It is likely that in some point in your career you’ve either heard of or used the business tool that is most commonly referred to as ‘The 4 Ps of Marketing.’ These ‘4 Ps’ have been used since the mid-20th century to help companies define how they are going to promote the right product, in the right place, at the right price.
I’m here to tell to you about a new set of ‘4 Ps’ – the ‘4 Ps’ of how the iPad is changing the game of selling. Apple’s introduction of the iPad in April of 2010 revolutionized the computer business more than any other computer product since the PC was introduced in 1981. The iPad has been at the forefront of the recent global surge in tablet computing – it took Apple only two and a half years sell 100 million of them.
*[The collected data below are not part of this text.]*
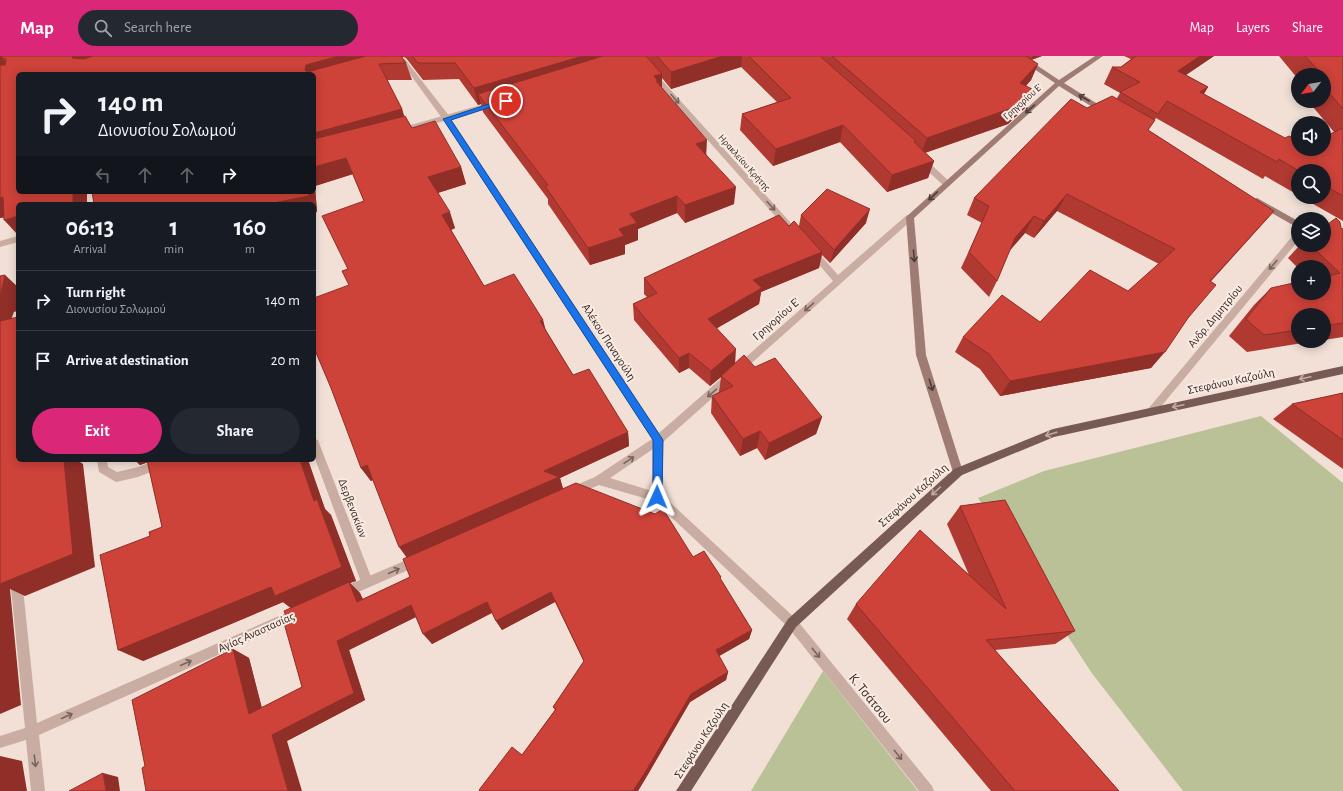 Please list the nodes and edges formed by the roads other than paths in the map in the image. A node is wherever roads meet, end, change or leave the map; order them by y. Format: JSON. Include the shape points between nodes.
{"nodes":[{"id":1,"x":1018,"y":56,"type":"edge"},
{"id":2,"x":1100,"y":56,"type":"edge"},
{"id":3,"x":636,"y":59,"type":"edge"},
{"id":4,"x":388,"y":64,"type":"edge"},
{"id":5,"x":1059,"y":83,"type":"junction"},
{"id":6,"x":499,"y":103,"type":"edge"},
{"id":7,"x":1110,"y":114,"type":"edge"},
{"id":8,"x":447,"y":119,"type":"junction"},
{"id":9,"x":395,"y":133,"type":"edge"},
{"id":10,"x":917,"y":157,"type":"edge"},
{"id":11,"x":947,"y":184,"type":"junction"},
{"id":12,"x":1251,"y":197,"type":"edge"},
{"id":13,"x":910,"y":217,"type":"junction"},
{"id":14,"x":1291,"y":221,"type":"edge"},
{"id":15,"x":791,"y":228,"type":"edge"},
{"id":16,"x":16,"y":240,"type":"edge"},
{"id":17,"x":1291,"y":243,"type":"edge"},
{"id":18,"x":0,"y":244,"type":"edge"},
{"id":19,"x":807,"y":246,"type":"edge"},
{"id":20,"x":838,"y":281,"type":"junction"},
{"id":21,"x":1343,"y":370,"type":"edge"},
{"id":22,"x":1152,"y":412,"type":"junction"},
{"id":23,"x":658,"y":440,"type":"junction"},
{"id":24,"x":316,"y":448,"type":"edge"},
{"id":25,"x":102,"y":462,"type":"edge"},
{"id":26,"x":165,"y":462,"type":"edge"},
{"id":27,"x":958,"y":472,"type":"junction"},
{"id":28,"x":599,"y":480,"type":"junction"},
{"id":29,"x":563,"y":496,"type":"edge"},
{"id":30,"x":657,"y":497,"type":"junction"},
{"id":31,"x":425,"y":557,"type":"edge"},
{"id":32,"x":15,"y":569,"type":"edge"},
{"id":33,"x":367,"y":582,"type":"junction"},
{"id":34,"x":331,"y":599,"type":"edge"},
{"id":35,"x":309,"y":608,"type":"edge"},
{"id":36,"x":792,"y":623,"type":"junction"},
{"id":37,"x":31,"y":732,"type":"junction"},
{"id":38,"x":0,"y":742,"type":"edge"},
{"id":39,"x":38,"y":791,"type":"edge"},
{"id":40,"x":683,"y":791,"type":"edge"},
{"id":41,"x":927,"y":791,"type":"edge"}],
"edges":[{"from":1,"to":5,"type":"main road"},
{"from":2,"to":5,"type":"main road","name":"Γρηγορίου Ε'"},
{"from":3,"to":15,"type":"street","name":"Ηρακλείου Κρήτης","one_way":true},
{"from":4,"to":8,"type":"street","name":"Αλέκου Παναγούλη","via":[[403,60]]},
{"from":7,"to":5,"type":"main road","one_way":true},
{"from":5,"to":11,"type":"main road","name":"Γρηγορίου Ε'","one_way":true},
{"from":6,"to":8,"type":"street"},
{"from":8,"to":9,"type":"street"},
{"from":8,"to":23,"type":"street","name":"Αλέκου Παναγούλη"},
{"from":10,"to":11,"type":"street"},
{"from":11,"to":13,"type":"main road","name":"Γρηγορίου Ε'","one_way":true},
{"from":12,"to":14,"type":"main road"},
{"from":13,"to":20,"type":"street","name":"Γρηγορίου Ε'"},
{"from":13,"to":27,"type":"main road","one_way":true,"via":[[922,355]]},
{"from":16,"to":18,"type":"street"},
{"from":17,"to":22,"type":"street","name":"Ανδρ. Δημητρίου","one_way":true},
{"from":19,"to":20,"type":"street"},
{"from":20,"to":23,"type":"street","name":"Γρηγορίου Ε'","one_way":true},
{"from":21,"to":22,"type":"main road","name":"Στεφάνου Καζούλη","one_way":true},
{"from":22,"to":27,"type":"main road","name":"Στεφάνου Καζούλη","one_way":true,"via":[[1052,433]]},
{"from":28,"to":23,"type":"street","one_way":true},
{"from":23,"to":30,"type":"street"},
{"from":24,"to":33,"type":"street","name":"Δερβενακίων"},
{"from":25,"to":26,"type":"street","via":[[103,469],[116,477]]},
{"from":27,"to":36,"type":"main road","name":"Στεφάνου Καζούλη","one_way":true},
{"from":28,"to":29,"type":"street"},
{"from":28,"to":30,"type":"street"},
{"from":30,"to":36,"type":"street"},
{"from":33,"to":31,"type":"street","one_way":true},
{"from":32,"to":37,"type":"street"},
{"from":33,"to":34,"type":"street"},
{"from":37,"to":35,"type":"street","name":"Αγίας Αναστασίας","one_way":true},
{"from":36,"to":40,"type":"main road","name":"Στεφάνου Καζούλη"},
{"from":36,"to":41,"type":"street","name":"Κ. Τσάτσου","one_way":true},
{"from":37,"to":38,"type":"street","name":"Αγίας Αναστασίας"},
{"from":37,"to":39,"type":"street","one_way":true}]}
One of the main reasons why the iPad has been so successful is the fact that it has been widely adopted by large enterprises. In fact, Apple reported in October of last year that the iPad is being used by 94% of the Fortune 500 companies in an ‘official capacity.’ The iPad is a fun and easy executive communications device – but more importantly, it’s changing how things are getting done in the business world and in the game of selling.
The first and most observable ‘P’ stands for presentations – the iPad is changing the way sales presentations are being given. Since the iPad was first introduced, sales people no longer need to carry around brochures and handouts to pitch their products or services. The iPad is a great presentation tool because it can be used to give presentations in a wide-range of scenarios, from an intimate one-on-one meeting to a sales pitch in front of hundreds or even thousands of possible buyers (the iPad can easily be connected to TVs, monitors, and projectors). The iPad’s retina display is a game-changer as it allows presentations to really come alive for the intended audience, whether it be through imbedded videos or the interactive nature of its intuitive touch-sensitive display.
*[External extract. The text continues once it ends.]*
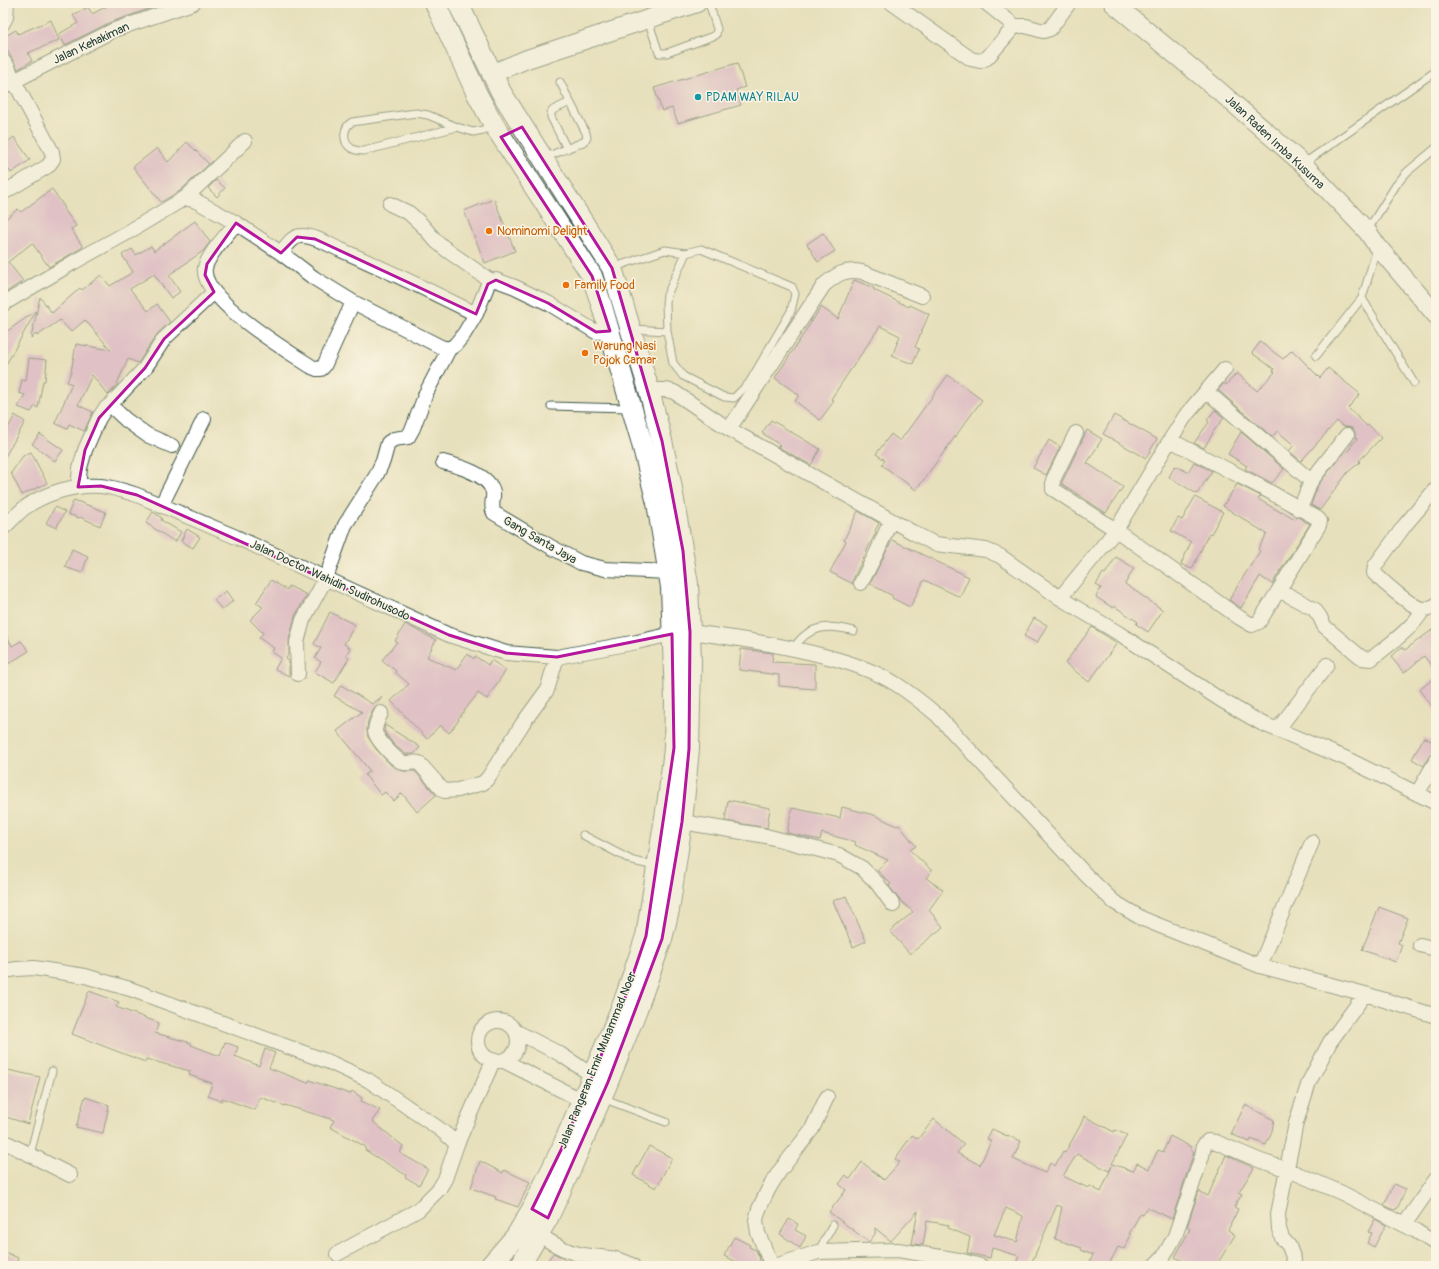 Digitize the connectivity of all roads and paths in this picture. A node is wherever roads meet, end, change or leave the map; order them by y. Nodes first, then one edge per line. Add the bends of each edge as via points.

The second ‘P’ stands for Point of Sale (POS) – the iPad is changing the way retail transactions are being completed by not only allowing sales people to brainstorm with their customers, but also to close deals on the spot.
Many companies who have adopted the iPad have created internal apps for the tablet that serve many purposes, one of them being a cloud-based catalog for their sales people. With this catalog, a sales person can check inventory levels with the tap of a finger and display both a graphic of the product along with the inventory and/or expected shipment date in real time in front of the customer. For example, at many Mercedes Benz dealerships, sales people are using iPads to find the specific car a buyer is looking for, display options that can be added to the car, check credit scores and set up financing, and even make an appointment for the first scheduled service.
Magic can happen when a customer and a responsive sales rep begin to collaborate on a solution using the iPad. Whether it’s a new product design, a flowchart of a new business process, or a list of key participants on a new project – with freeform creative tools like Adobe Ideas and Doodle Buddy, you can literally draw your solution or write notes with the tip of your finger, and then save, store, and share them instantly.
The iPad is also being used to accept and process payments, allowing sales people to close deals on-the-go. Mobile payment service providers like Square, VeriFone, and Intuit allow users to sell good or services and collect payment via credit card through card readers that easily connect to the iPad.
The third ‘P’ stands for productivity – the iPad is changing the way sales people reach new levels of organization and efficiency. The iPad is making it easier for sales people to seamlessly collaborate with colleagues thanks to cloud-based infrastructures like Dropbox , Google Drive, and Box, just to name a few. Some CRM systems like Salesforce.com have their own apps that let users collaborate in real-time using the iPad (e.g., Salesforce Chatter). To top things off, the iPad provides easy (and more importantly, quick) access to important data thanks to its ability to ‘wake’ from sleep mode, right where the user left off.
The fourth and final ‘P’ stands for practice – the iPad is changing the way sales people are preparing for their pitches through video recording, sharing, and review. The iPad’s lack of a physical keyboard and mouse makes it more difficult for one to create certain kinds of content (like Powerpoint presentations) when compared to a desktop or laptop. However, one part of content creation where the iPad outshines both desktops and laptops is video content creation.
Sales people are now using the audio and video capture features of their iPads to record themselves practicing their pitches. By doing so, they can work on the parts of their pitches that need improvement, like explaining a new product, asking for an order, or even suggesting a follow-up plan. With the iPad, sales people no longer have to practice in front of the mirror or a bored-yet-sympathetic relative.
Video as a training tool can incorporate all three of the major ways people learn: seeing (visual learning), listening (auditory learning), and doing/teaching (kinesthetic learning). Therefore all people in a sales organization (regardless of their individual learning style) can benefit from video training when it is combined with practicing and doing. Regardless of how technology evolves, it is likely that the new ‘4Ps’ will be important in the world of selling for the years to come.